### Exercise prompt
Word for word, restate every line of the material.

_____

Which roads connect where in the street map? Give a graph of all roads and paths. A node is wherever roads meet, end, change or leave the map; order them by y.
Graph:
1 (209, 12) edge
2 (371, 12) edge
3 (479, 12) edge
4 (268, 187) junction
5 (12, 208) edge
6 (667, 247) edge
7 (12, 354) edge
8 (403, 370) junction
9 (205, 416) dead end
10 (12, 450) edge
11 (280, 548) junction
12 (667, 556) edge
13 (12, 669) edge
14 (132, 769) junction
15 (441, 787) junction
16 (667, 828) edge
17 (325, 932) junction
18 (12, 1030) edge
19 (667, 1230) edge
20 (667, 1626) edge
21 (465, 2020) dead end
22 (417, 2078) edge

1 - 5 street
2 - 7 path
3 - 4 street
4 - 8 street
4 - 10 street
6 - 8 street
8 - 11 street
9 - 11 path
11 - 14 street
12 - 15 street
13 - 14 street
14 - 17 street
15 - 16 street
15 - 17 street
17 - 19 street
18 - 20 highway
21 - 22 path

_____

### Response for this exercise
Which roads connect where in the street map? Give a graph of all roads and paths. A node is wherever roads meet, end, change or leave the map; order them by y.
Graph:
1 (209, 12) edge
2 (371, 12) edge
3 (479, 12) edge
4 (268, 187) junction
5 (12, 208) edge
6 (667, 247) edge
7 (12, 354) edge
8 (403, 370) junction
9 (205, 416) dead end
10 (12, 450) edge
11 (280, 548) junction
12 (667, 556) edge
13 (12, 669) edge
14 (132, 769) junction
15 (441, 787) junction
16 (667, 828) edge
17 (325, 932) junction
18 (12, 1030) edge
19 (667, 1230) edge
20 (667, 1626) edge
21 (465, 2020) dead end
22 (417, 2078) edge

1 - 5 street
2 - 7 path
3 - 4 street
4 - 8 street
4 - 10 street
6 - 8 street
8 - 11 street
9 - 11 path
11 - 14 street
12 - 15 street
13 - 14 street
14 - 17 street
15 - 16 street
15 - 17 street
17 - 19 street
18 - 20 highway
21 - 22 path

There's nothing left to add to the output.